Finding love (and winning a dance contest no one thought he could win) is the sweetest revenge for Bagel who’s got the moves but no dance partner when Bagel in Love first opens. In fact, he can’t get a break. He’s peachy keen on entering the Cherry Jubilee Dance Contest, but it seems Poppy, Pretzel, Croissant, Doughnut and Cake all think he’s not cut out to compete like Fred Éclair. And they let him know it in pun-laden prose good for giggles and grins. Wing’s wordplay is wonderful as is Dardik’s delightful digital artwork that animates the downer desserts with pinks, purples teals and tons more colors that pop off the page.

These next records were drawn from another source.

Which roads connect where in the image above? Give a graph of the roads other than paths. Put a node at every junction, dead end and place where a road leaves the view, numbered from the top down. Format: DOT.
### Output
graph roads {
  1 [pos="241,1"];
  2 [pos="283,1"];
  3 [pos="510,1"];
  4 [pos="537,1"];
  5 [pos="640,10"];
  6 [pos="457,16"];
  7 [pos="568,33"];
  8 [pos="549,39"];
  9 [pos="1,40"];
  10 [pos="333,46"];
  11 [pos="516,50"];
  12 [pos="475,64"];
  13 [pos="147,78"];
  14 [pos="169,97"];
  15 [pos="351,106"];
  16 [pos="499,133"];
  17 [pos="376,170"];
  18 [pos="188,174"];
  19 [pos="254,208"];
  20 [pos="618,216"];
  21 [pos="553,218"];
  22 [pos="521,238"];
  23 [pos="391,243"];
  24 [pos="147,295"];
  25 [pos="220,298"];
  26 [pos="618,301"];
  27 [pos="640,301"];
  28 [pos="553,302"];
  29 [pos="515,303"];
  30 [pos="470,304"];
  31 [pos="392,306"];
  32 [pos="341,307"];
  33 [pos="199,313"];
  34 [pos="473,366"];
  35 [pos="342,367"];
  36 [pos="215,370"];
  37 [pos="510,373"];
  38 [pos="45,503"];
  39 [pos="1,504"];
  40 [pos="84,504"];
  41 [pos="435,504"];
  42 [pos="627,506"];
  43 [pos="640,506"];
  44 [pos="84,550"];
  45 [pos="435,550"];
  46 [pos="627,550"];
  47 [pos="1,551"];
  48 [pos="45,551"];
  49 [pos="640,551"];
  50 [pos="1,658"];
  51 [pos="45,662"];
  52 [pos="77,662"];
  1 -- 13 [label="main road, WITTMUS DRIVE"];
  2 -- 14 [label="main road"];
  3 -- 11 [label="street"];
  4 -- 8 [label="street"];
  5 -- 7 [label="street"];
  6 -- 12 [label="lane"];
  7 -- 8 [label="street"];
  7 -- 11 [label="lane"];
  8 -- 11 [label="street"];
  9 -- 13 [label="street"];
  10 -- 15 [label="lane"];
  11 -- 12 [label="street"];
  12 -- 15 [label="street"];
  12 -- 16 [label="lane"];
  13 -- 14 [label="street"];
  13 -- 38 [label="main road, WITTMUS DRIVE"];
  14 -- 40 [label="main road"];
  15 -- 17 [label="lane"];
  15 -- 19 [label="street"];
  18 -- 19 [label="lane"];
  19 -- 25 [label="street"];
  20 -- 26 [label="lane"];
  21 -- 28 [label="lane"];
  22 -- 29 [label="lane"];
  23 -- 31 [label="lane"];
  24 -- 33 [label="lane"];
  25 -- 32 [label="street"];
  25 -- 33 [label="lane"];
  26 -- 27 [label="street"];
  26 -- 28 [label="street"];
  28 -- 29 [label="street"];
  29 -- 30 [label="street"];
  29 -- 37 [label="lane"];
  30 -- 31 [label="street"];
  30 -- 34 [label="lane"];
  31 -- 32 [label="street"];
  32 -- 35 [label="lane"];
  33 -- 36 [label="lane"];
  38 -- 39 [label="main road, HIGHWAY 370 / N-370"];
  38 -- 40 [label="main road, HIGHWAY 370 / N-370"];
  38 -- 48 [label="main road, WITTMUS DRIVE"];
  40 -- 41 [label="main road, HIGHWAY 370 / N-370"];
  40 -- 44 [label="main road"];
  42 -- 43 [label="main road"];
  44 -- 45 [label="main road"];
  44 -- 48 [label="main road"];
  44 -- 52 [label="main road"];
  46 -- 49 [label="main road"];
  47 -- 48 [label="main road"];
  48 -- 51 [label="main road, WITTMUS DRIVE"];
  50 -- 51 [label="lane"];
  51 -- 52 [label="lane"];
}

Some of my favorite lines include, “Matzo flat out told him no,” and “Call me flaky,” said Croissant. “But those moves are totally stale.” When a toe-tapping cupcake comes along and steals bagel’s heart, the two carbs gel, making the best Éclair and Cherryse moves this side of Hollywood. A sparkly cover and final spread are “just icing on the cake” for kids who love a story with a happy ending.

Cover image from I Love You for Miles and MilesI Love You for Miles and Miles
Written by Alison Goldberg
Illustrated by Mike Yamada
(Farrar, Straus and Giroux BYR; $17.99, Ages 2-6)

As I read Goldberg’s debut picture book, I Love You for Miles and Miles, I kept thinking how much my children would have enjoyed this story when they were little. They could not get enough of truck, train, excavator and emergency vehicle books and this one fits that bill in every way with a bonus of love tied to each one depicted. The super cool mama bear, talking to her child, conveys the extent of her love with comparisons to big rigs “Stretching side to side, Hauling loads of every shape and size.” And it doesn’t stop there! Her love is faster than a fire truck and higher than the highest plane. No matter where these various tough, strong and resilient modes of transport go, this mama bear’s love goes there too. Yamada’s illustrations are cheerful and bright, always bringing the focus onto the mother and her child. This book is ideal for bedtime reading and, while bursting with love, is not just for Valentine’s Day but all year long.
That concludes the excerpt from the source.